■ REQUIRED ACTION ■
Work out how many lines below contain the word "place", then give that number alone.

[Opening GIVEN INFORMATION section]

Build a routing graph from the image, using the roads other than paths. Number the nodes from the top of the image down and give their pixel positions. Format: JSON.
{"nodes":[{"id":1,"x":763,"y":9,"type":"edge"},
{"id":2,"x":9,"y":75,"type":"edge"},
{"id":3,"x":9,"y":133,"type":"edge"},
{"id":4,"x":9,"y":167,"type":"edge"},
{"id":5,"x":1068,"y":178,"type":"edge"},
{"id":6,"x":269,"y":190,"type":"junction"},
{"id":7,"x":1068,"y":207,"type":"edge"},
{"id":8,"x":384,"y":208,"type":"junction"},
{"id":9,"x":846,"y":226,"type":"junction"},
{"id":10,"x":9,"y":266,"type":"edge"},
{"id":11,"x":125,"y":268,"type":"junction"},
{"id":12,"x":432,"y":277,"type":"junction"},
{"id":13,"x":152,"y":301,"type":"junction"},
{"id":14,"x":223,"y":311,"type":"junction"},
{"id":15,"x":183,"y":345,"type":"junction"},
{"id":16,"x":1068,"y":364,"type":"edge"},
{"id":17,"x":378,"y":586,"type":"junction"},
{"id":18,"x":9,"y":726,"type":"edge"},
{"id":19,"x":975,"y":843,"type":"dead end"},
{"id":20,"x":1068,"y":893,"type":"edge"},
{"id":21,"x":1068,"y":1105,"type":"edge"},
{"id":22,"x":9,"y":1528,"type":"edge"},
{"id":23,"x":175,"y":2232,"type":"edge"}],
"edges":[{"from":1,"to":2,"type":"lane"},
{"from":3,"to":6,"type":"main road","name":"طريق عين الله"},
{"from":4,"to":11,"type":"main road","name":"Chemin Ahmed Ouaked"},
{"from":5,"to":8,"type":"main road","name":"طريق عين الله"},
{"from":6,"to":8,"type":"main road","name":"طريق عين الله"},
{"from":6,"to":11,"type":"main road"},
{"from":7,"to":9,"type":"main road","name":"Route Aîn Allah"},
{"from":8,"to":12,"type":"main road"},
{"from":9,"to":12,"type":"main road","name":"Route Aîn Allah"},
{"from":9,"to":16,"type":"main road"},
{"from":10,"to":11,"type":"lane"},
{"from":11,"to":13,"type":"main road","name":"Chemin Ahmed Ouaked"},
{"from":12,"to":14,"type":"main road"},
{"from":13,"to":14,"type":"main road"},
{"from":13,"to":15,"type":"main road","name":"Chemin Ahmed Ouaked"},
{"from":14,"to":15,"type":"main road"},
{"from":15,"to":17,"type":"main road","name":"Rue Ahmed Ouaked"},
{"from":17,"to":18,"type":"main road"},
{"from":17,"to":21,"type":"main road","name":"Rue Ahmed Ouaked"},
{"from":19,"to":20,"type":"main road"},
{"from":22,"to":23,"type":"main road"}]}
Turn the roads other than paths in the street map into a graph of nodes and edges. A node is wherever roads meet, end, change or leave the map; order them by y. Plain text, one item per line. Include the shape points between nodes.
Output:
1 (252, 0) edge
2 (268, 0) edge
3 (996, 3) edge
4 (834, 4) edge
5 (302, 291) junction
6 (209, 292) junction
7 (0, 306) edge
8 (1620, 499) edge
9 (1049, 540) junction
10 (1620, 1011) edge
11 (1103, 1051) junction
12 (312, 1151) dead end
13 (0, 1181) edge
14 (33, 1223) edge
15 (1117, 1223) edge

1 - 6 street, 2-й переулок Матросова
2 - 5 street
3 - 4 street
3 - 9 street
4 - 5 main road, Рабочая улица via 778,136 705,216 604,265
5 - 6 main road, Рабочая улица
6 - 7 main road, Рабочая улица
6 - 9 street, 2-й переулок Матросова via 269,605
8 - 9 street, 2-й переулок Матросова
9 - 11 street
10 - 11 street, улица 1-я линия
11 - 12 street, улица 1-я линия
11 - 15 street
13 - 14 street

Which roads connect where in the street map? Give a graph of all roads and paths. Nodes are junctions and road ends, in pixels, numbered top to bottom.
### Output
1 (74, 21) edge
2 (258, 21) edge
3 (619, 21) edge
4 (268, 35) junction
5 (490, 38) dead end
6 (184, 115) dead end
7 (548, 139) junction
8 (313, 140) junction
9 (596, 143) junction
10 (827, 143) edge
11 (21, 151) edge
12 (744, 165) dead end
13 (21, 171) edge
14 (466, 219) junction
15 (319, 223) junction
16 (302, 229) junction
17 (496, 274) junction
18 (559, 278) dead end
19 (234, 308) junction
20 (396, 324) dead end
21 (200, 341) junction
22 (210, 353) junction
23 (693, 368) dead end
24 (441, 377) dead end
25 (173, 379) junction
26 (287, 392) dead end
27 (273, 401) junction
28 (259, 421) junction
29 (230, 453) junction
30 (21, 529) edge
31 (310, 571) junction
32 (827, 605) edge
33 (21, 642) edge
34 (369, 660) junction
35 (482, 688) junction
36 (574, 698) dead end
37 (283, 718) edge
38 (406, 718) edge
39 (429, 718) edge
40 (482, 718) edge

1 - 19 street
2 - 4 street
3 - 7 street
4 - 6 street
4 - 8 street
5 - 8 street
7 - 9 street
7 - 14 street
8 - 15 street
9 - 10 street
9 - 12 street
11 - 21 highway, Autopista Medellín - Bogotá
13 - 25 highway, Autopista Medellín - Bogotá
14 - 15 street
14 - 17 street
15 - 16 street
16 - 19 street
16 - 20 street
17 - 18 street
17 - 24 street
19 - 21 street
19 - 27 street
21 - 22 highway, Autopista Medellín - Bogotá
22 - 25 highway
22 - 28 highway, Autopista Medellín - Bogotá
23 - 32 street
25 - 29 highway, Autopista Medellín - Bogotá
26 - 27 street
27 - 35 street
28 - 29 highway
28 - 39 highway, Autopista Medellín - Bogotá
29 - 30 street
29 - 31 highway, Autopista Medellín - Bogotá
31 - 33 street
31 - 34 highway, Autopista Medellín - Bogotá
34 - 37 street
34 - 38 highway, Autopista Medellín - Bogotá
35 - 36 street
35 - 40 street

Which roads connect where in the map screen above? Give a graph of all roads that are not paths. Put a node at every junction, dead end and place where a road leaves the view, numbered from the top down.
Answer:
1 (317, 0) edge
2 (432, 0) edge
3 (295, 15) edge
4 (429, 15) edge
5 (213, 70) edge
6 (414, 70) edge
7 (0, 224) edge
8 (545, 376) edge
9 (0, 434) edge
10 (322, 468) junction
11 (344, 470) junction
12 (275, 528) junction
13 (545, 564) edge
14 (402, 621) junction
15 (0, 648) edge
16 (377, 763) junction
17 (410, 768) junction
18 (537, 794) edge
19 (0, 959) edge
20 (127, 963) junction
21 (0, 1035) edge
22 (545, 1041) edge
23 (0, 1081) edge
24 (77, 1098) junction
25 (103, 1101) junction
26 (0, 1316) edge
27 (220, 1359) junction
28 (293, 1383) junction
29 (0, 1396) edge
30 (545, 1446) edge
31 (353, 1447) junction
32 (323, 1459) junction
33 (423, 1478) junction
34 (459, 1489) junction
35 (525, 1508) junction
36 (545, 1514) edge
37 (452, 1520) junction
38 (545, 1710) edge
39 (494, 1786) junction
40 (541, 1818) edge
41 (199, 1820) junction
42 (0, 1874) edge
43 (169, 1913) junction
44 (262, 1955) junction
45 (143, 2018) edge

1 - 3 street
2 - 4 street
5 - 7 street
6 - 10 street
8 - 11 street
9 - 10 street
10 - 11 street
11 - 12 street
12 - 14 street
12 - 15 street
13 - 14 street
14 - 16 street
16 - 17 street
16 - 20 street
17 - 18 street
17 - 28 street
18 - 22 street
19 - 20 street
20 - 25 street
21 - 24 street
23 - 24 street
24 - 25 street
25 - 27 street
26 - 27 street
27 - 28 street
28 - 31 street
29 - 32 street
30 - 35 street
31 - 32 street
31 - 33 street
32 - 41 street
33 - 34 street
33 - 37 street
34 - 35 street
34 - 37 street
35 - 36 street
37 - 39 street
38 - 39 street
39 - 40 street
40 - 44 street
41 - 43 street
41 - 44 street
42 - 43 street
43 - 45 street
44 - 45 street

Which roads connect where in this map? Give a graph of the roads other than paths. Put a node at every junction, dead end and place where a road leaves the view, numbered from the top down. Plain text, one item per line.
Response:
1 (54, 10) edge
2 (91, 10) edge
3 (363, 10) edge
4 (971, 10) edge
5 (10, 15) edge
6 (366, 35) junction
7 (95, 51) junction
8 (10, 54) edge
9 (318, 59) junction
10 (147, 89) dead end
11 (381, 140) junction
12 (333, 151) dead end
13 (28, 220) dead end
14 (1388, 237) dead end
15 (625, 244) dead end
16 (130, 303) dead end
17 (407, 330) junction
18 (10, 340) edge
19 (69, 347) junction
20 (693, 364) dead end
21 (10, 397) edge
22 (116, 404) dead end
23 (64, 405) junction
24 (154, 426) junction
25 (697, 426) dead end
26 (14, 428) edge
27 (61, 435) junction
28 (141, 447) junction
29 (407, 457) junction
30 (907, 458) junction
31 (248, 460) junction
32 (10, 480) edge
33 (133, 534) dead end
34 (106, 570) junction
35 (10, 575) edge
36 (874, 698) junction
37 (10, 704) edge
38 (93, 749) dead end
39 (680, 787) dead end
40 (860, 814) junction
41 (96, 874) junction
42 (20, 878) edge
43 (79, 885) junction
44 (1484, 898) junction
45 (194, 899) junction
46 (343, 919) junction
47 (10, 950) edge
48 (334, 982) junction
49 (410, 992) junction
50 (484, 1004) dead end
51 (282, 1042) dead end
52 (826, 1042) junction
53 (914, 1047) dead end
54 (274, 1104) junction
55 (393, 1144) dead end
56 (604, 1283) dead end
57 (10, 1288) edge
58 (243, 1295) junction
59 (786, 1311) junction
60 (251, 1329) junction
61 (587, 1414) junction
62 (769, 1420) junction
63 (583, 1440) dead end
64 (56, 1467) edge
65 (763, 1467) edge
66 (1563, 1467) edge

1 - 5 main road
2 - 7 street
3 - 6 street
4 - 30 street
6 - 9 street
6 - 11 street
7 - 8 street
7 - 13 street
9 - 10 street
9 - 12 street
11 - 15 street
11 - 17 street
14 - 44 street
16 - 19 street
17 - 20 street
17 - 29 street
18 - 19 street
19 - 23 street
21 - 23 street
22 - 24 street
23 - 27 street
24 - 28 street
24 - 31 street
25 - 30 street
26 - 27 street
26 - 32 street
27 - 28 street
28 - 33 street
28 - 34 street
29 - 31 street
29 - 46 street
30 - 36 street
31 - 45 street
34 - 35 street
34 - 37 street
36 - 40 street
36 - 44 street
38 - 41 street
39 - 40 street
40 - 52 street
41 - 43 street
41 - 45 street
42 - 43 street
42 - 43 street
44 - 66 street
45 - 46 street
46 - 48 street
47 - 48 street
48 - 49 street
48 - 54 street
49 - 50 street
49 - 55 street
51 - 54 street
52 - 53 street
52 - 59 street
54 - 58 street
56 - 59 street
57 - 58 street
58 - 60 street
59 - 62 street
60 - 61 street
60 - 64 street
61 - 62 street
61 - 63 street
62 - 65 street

[Closing GIVEN INFORMATION section]

■ SOLUTION FOR THIS PROBLEM ■
2